X

Gates touts software's privacy enhancements

Showing off upcoming privacy features for the next generation of Microsoft software, Bill Gates says the software giant hopes to resolve key issues in online privacy and security over the next two days.

Robert Lemos Staff Writer, CNET News.com
Robert Lemos
covers viruses, worms and other security threats.
Robert Lemos
3 min read
REDMOND, Wash.--Showing off new privacy options that will be available in the next generation of Microsoft software, Bill Gates said the software giant hopes to resolve key issues in online privacy and data security over the next two days.
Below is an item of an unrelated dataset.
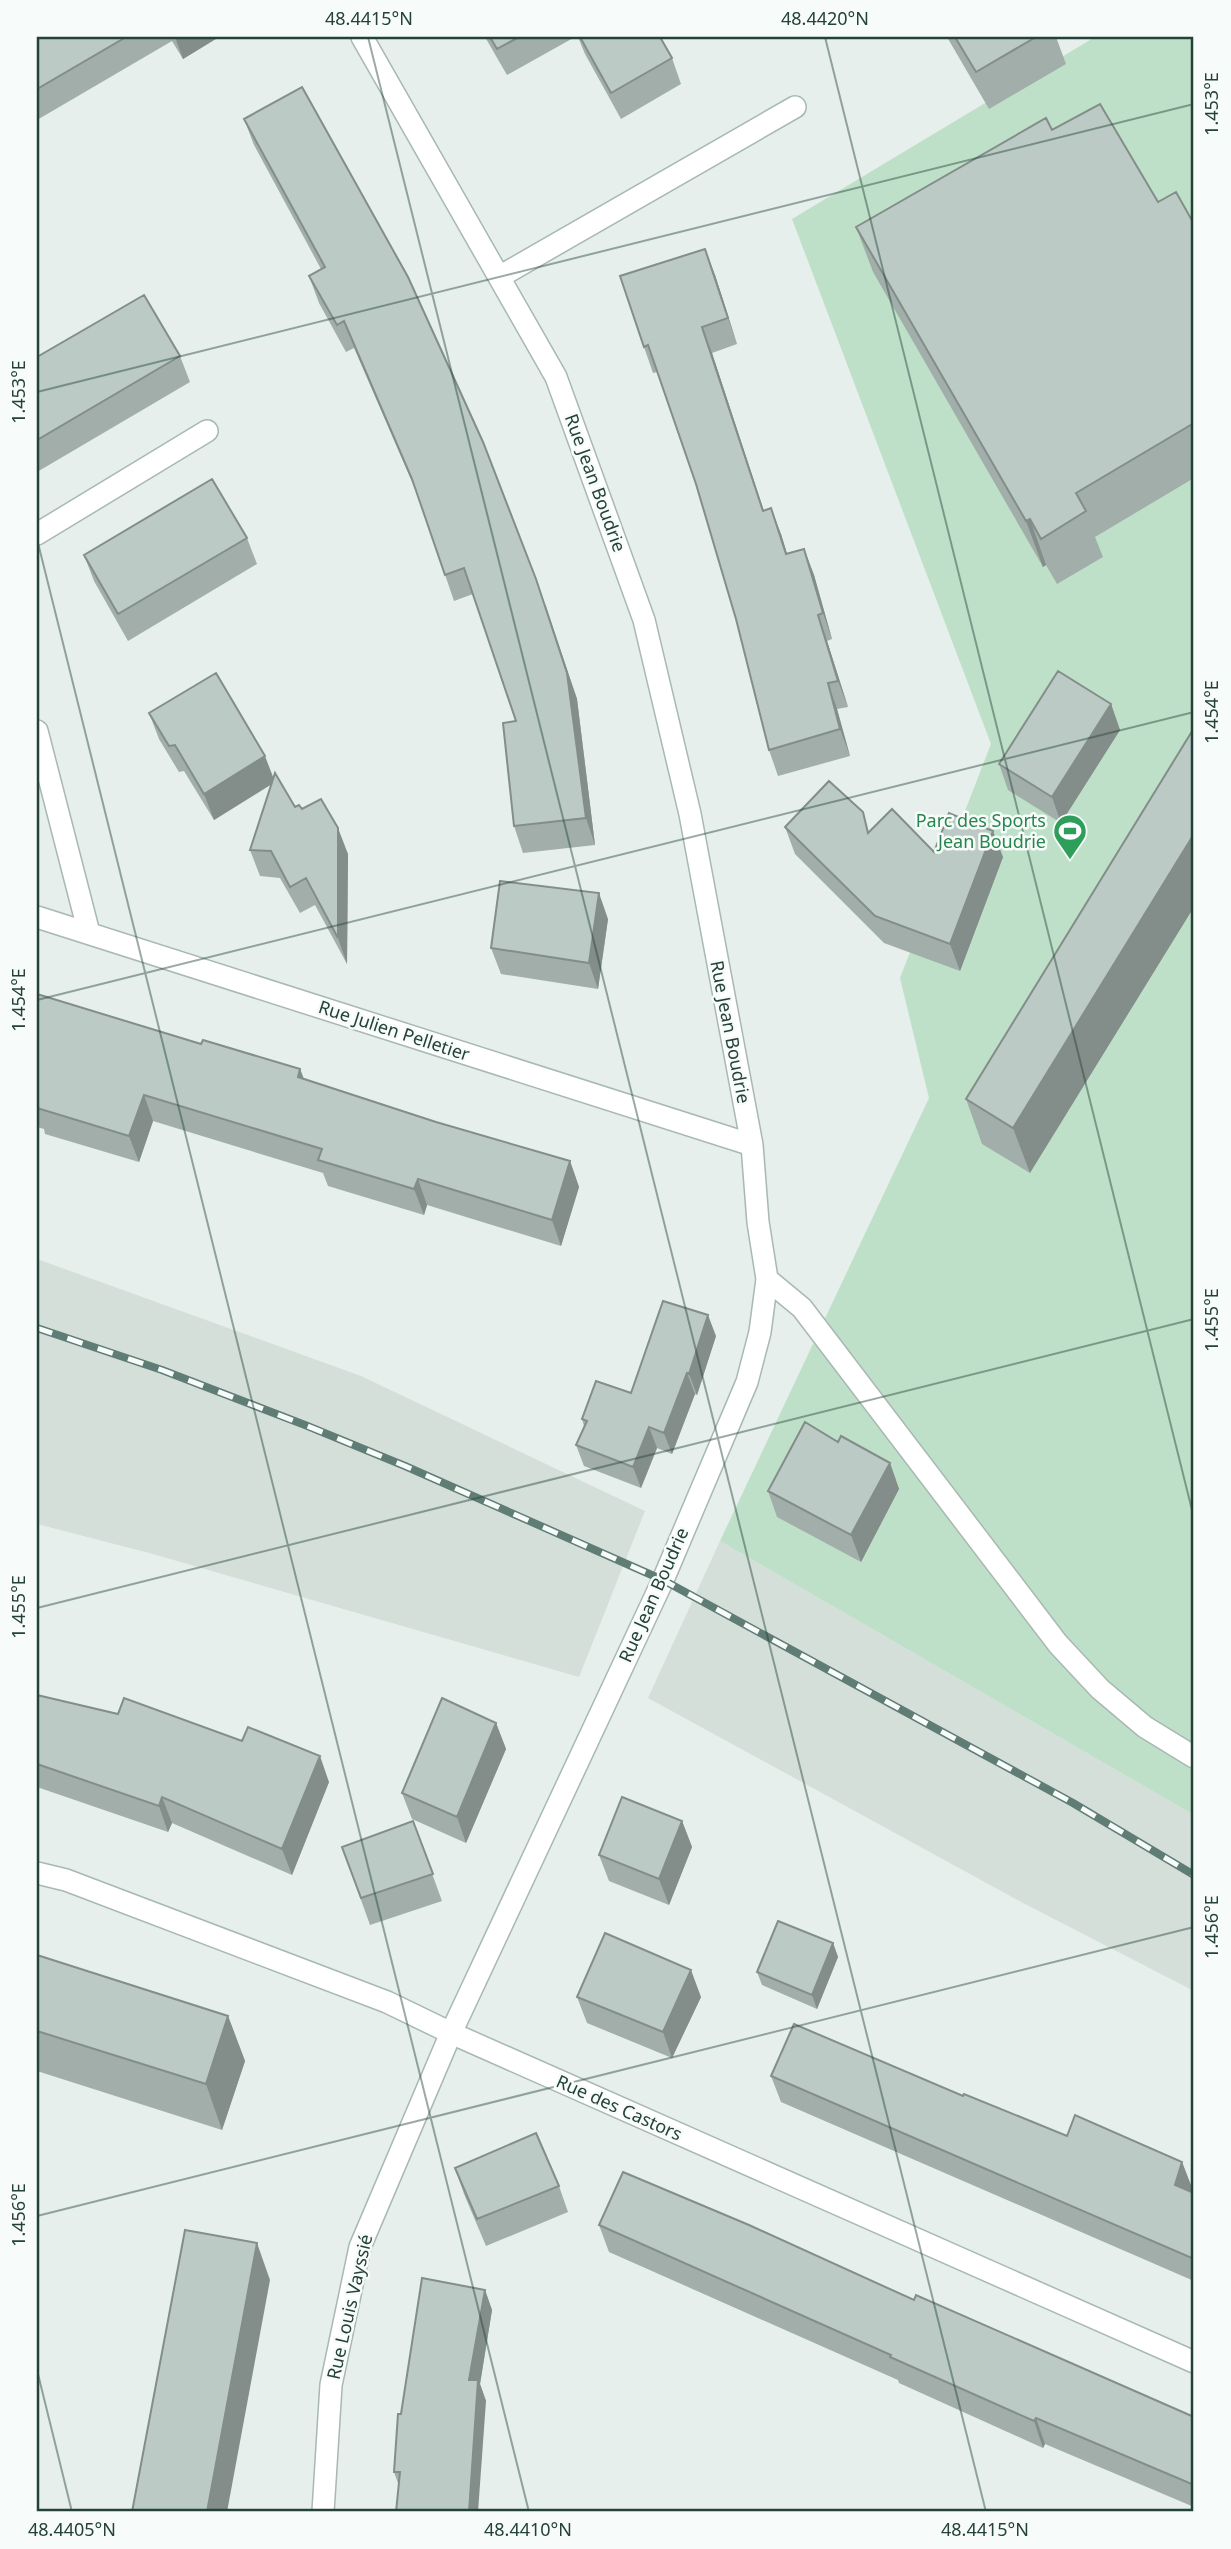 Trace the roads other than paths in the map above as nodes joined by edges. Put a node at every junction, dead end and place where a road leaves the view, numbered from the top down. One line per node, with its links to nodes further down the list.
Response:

"These issues will become more important as we evolve in the direction of what we call the .Net future," Microsoft chairman Gates said at Thursday's kickoff here of SafeNet 2000, an invitation-only conference aimed at forging an accord between consumer advocates, government officials, security professionals, and companies seeking a stake in the e-commerce future.

More than 200 top-level experts--including officials from the Department of Defense and the Federal Trade Commission, heads of industry consortiums and consumer-rights advocates--planned to discuss privacy, consumer trust and data security during the day-and-a-half summit.

"In an era where the Internet is increasingly central to our lives at work, at home and at school, it is more important than ever that our industry give customers the assurance that their information will remain secure, respected and private," Gates said in a later statement.

Resolving such issues is of particular importance to Microsoft's .Net vision, in which common PC applications become Internet services and data is synchronized among a host of personal devices.

Still, questions arise over whether consumers concerned with privacy will allow their data to be managed by companies that, in many cases, count others' personal information as a corporate asset.

"What that means is that information that used to be controllable (by consumers) now, for matters of convenience, has to be replicated to all of those devices" and across the Internet, Gates said. "The concerns of who has access to that data will rise to new heights."

Gates also showed off a demo of Internet Explorer 6 using a privacy policy notification technology known as Platform for Privacy Preferences, or P3P. The technology allows Web sites to encode their privacy policies in a format that is readable by browsers.

People can set IE6 to one of five degrees of privacy, and the browser will alert them--via a red exclamation point at the bottom of the screen--when the current site has a policy that violates their stated preferences. Double-clicking the exclamation point will show which aspects of the site violate the preferences.

Gates also said Microsoft intends to use smart cards--credit cards equipped with a secure chip for holding data--to better protect its systems and source code. The card has to be inserted into a reader connected to the PC for a person to log on, and when it is removed, the PC locks itself.

Such cards, Gates said, have already been issued to Microsoft systems administrators--those with the authority to create new accounts and delete old ones.

Gates stressed that the intent of the seminar was not to tell others about Microsoft's plans, but to learn from the experts and incorporate that thinking into Microsoft's products.

"In all the releases we are doing in our products, the concerns we are discussing at this conference will be a key input in what happens in the future," he said. "This is not a zero-sum game of picking a trade-off and expecting people to live with that."